A lista das pessoas jurídicas e físicas que fizeram as transações para Bolsonaro traz apenas valores maiores do que R$ 5 mil. O Partido Liberal (PL) transferiu R$ 47,8 mil em dois pagamentos para Bolsonaro. Outras 18 pessoas fizeram pagamentos variando entre R$ 5 mil e R$ 20 mil, incluindo empresários, advogados, pecuarista, militar, agricultor, estudante e duas pessoas identificadas pelo Coaf como "do lar". Uma empresa ainda depositou R$ 9.647 em 62 pagamentos.  

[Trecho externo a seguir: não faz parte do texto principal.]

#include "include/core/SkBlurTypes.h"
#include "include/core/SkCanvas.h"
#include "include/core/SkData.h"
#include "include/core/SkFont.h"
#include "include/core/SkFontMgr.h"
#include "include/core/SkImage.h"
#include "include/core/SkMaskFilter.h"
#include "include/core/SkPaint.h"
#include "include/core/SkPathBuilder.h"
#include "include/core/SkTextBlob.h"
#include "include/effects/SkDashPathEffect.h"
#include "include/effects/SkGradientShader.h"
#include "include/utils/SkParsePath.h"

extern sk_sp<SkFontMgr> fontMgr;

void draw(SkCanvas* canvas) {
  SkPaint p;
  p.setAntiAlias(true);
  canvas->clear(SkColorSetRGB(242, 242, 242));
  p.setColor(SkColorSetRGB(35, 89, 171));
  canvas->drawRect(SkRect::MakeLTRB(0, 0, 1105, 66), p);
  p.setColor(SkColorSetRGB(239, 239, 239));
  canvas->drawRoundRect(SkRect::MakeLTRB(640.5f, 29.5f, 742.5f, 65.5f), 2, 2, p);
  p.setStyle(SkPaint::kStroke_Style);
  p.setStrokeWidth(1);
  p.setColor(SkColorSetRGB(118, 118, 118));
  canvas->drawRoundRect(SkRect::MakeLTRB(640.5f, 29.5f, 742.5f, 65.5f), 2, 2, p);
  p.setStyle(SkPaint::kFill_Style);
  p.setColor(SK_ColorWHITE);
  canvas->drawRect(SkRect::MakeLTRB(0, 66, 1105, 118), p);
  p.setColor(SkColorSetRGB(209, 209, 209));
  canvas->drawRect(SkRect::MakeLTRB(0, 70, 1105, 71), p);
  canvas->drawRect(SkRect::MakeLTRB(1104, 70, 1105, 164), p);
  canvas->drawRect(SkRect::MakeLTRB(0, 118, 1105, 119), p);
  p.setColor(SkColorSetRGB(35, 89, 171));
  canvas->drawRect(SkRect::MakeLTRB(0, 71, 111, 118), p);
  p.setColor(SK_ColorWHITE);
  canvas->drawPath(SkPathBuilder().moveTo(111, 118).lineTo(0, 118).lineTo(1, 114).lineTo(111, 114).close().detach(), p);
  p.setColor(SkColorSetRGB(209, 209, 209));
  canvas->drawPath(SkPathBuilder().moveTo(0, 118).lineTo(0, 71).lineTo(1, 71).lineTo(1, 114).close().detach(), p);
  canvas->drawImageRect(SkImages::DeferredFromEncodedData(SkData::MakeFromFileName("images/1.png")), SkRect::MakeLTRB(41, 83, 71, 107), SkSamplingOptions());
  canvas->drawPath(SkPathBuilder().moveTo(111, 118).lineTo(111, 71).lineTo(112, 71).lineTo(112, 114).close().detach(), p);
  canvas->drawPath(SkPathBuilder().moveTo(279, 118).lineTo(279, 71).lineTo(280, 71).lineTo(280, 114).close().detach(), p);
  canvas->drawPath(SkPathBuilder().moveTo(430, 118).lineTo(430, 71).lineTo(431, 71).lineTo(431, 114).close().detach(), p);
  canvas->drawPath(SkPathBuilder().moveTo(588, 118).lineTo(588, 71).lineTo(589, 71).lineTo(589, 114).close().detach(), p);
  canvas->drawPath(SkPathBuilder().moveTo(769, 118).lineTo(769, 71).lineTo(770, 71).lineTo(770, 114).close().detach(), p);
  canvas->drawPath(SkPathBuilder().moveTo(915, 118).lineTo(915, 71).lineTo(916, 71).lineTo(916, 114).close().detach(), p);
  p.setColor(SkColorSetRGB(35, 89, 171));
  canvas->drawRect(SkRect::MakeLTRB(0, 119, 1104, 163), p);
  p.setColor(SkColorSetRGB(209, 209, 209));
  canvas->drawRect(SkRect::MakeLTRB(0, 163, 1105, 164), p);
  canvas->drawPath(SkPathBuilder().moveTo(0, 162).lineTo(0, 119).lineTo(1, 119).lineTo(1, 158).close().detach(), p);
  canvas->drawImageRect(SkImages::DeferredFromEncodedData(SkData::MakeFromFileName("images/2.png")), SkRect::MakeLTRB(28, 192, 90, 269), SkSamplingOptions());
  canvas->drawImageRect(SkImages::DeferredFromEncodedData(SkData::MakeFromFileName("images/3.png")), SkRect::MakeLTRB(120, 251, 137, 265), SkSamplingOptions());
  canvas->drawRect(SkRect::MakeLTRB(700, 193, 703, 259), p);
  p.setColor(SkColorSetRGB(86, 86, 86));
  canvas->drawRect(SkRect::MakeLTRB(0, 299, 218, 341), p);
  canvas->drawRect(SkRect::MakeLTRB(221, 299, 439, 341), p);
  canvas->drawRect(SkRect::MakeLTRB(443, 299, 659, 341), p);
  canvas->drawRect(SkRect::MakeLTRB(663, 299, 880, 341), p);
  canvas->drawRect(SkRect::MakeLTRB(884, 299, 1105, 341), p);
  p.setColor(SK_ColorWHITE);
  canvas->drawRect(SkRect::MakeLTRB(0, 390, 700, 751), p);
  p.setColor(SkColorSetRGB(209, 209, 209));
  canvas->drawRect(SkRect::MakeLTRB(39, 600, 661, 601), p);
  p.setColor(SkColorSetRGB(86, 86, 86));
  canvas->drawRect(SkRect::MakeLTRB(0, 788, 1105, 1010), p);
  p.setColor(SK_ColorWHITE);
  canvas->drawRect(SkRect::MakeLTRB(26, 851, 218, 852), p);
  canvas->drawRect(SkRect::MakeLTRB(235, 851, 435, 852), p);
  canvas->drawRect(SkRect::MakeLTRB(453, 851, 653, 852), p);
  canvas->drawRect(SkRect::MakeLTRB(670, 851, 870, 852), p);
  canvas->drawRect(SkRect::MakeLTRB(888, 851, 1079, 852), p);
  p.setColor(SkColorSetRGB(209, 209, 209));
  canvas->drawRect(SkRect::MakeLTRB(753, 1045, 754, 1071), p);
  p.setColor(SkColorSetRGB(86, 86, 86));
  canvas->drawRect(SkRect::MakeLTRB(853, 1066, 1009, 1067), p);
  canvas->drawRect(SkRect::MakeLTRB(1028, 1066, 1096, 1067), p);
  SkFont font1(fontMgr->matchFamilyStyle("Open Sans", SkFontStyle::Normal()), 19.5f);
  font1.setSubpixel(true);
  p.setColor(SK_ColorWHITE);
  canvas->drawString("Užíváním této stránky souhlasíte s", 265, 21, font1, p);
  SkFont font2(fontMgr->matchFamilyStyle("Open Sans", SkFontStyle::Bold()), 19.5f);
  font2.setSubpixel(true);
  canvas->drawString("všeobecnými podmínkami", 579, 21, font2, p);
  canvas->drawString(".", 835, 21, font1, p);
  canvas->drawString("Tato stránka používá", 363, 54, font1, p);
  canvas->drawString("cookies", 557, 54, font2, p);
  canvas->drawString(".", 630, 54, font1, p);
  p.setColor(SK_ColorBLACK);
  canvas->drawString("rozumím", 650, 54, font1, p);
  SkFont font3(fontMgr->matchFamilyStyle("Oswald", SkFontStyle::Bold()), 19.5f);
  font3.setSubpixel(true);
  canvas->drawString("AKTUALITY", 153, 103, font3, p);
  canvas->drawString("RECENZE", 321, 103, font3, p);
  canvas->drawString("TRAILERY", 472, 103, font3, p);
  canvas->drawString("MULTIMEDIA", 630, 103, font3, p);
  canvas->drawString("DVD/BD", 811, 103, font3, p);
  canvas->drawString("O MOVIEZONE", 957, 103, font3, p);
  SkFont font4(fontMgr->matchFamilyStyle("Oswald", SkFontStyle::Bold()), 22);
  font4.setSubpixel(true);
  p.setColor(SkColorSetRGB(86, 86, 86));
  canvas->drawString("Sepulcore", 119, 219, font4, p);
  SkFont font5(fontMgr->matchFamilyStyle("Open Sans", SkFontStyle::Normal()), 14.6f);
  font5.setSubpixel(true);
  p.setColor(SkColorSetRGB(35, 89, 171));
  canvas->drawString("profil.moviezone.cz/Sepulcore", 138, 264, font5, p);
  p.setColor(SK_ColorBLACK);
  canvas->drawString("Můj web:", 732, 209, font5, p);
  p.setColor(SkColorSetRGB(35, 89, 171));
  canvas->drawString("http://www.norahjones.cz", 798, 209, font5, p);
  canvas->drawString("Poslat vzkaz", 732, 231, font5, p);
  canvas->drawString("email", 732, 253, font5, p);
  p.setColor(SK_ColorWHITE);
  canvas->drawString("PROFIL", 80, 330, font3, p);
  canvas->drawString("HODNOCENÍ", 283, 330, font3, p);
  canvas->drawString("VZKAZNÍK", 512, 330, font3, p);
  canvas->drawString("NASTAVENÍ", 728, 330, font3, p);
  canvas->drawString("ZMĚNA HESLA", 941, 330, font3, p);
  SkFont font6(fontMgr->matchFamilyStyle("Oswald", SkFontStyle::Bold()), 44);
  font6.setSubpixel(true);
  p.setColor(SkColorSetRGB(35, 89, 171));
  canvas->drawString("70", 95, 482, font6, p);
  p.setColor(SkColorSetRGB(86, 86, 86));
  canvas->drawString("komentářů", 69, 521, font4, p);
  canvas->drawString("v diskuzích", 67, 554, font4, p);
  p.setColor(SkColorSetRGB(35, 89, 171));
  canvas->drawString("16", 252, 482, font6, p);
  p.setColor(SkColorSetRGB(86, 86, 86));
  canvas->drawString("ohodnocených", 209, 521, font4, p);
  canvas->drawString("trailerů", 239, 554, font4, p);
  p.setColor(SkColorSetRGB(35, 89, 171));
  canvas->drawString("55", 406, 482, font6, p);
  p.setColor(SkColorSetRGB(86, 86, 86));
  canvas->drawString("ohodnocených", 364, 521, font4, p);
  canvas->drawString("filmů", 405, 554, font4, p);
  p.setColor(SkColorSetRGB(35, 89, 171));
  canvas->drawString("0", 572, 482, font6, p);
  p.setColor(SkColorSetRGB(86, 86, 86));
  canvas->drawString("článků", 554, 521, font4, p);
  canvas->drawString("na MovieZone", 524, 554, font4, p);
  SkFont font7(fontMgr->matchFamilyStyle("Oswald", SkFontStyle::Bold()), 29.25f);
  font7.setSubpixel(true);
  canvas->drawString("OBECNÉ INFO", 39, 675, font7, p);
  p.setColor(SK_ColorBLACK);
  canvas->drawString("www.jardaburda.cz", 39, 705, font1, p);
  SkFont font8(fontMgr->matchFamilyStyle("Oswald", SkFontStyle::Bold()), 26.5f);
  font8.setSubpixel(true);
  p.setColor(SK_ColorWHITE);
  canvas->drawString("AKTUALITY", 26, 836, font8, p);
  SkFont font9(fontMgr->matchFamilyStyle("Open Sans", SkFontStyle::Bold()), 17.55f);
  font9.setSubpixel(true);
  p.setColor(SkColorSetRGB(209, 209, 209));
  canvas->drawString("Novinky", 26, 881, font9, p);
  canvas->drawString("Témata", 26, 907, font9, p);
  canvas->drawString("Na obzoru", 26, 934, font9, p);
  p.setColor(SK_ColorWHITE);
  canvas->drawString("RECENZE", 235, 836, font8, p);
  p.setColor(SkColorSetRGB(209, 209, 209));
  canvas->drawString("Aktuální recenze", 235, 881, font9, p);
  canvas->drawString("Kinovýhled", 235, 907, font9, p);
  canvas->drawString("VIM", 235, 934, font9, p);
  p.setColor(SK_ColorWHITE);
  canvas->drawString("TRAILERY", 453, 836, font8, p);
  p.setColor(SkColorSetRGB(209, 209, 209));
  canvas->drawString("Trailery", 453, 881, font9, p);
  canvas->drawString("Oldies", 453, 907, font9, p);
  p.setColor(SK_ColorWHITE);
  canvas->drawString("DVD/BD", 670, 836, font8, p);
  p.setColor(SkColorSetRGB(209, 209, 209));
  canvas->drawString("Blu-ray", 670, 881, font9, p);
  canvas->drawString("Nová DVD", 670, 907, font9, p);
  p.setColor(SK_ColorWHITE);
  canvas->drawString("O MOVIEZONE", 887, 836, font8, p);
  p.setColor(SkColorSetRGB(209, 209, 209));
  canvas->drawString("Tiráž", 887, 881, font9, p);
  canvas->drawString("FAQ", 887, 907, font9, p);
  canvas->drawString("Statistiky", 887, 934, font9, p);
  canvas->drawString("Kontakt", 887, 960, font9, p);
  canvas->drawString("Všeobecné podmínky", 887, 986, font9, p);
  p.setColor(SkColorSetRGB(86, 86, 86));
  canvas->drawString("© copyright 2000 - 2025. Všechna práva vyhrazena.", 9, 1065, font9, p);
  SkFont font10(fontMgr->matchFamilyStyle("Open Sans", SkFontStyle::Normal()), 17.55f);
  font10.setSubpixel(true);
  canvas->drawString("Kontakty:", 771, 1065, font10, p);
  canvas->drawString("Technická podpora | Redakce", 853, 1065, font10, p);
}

Bolsonaro ainda não se manifestou publicamente sobre a divulgação do relatório. 

Transações de Mauro Cid 

O Coaf também apontou movimentação “atípica” e “incompatível” nas contas bancárias do tenente-coronel Mauro Cid, ex-ajudante de ordens de Jair Bolsonaro. A informação foi revelada pelo jornal O Globo. De acordo com o relatório, há indícios de “movimentação de recursos incompatível com o patrimônio, atividade econômica ou a ocupação profissional e capacidade financeira do cliente” e “transferências unilaterais que, pela habitualidade e valor ou forma, não se justifiquem ou apresentem atipicidade”. 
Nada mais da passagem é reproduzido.